Sweet and Sour Beef Short Ribs
- 8 pounds beef short ribs, cut across the bone
- 2 garlic cloves
- 1 bay leaf
- 1 cup ketchup
- 1 cup pineapple juice
- 1/2 cup soy sauce
- 3 tablespoons honey
- 2 tablespoons oyster sauce, bottled
- 1/2 tablespoon chile paste
- 2 teaspoons granulated garlic
- 2 slices lemon
- 2 slices orange
- 4 scallions, chopped
- 1 (2-inch) slice fresh ginger
- 1 red bell pepper, roasted and seeds removed, chopped
- 1 bay leaf
- 2 Camomile tea bags
- 4 tablespoons sesame seeds
Fill a large stockpot with water and bring to a boil. Add the ribs, garlic cloves and bay leaf. Parboil the ribs, covered, for 45 minutes to 1 hour, until fork tender.
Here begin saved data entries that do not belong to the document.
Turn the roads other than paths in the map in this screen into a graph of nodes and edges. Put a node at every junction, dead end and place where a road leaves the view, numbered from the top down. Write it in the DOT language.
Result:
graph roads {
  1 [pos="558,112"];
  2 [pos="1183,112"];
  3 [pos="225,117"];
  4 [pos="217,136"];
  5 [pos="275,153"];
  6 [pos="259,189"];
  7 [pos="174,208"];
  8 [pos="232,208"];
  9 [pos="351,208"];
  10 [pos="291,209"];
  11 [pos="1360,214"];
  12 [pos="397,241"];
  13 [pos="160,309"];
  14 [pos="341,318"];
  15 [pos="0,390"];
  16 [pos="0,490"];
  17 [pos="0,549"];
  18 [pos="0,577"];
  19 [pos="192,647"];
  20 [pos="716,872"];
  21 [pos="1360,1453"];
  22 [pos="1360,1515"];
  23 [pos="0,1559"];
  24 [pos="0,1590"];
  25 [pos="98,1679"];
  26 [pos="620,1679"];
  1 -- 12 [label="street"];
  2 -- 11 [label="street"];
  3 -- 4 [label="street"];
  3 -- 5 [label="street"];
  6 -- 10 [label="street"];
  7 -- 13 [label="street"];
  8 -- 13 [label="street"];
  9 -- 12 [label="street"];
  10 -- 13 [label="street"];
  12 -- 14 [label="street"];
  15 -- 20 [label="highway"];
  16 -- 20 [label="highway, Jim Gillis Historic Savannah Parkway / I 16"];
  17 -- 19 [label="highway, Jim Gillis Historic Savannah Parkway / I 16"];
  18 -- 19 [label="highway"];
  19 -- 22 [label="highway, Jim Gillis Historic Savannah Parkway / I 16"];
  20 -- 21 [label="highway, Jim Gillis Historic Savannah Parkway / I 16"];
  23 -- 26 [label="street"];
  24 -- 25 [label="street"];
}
In the meantime, make the sauce.
In a medium saucepan, combine all ingredients, except sesame seeds. Cook over medium heat, stirring occasionally, for approximately 15 minutes until the sauce has thickened and is heated through. Place a strainer over a bowl and pour the sauce through it to remove the solids. Add the ribs to the bowl of sauce, turning with tongs to well coat. Arrange the ribs in a single layer on a cookie sheet and pour a ladle full of sauce over the ribs so they are well covered. Sprinkle with sesame seeds. Bake in a preheated 350 degree oven for 20 to 30 minutes. Serve with remaining sauce on the side.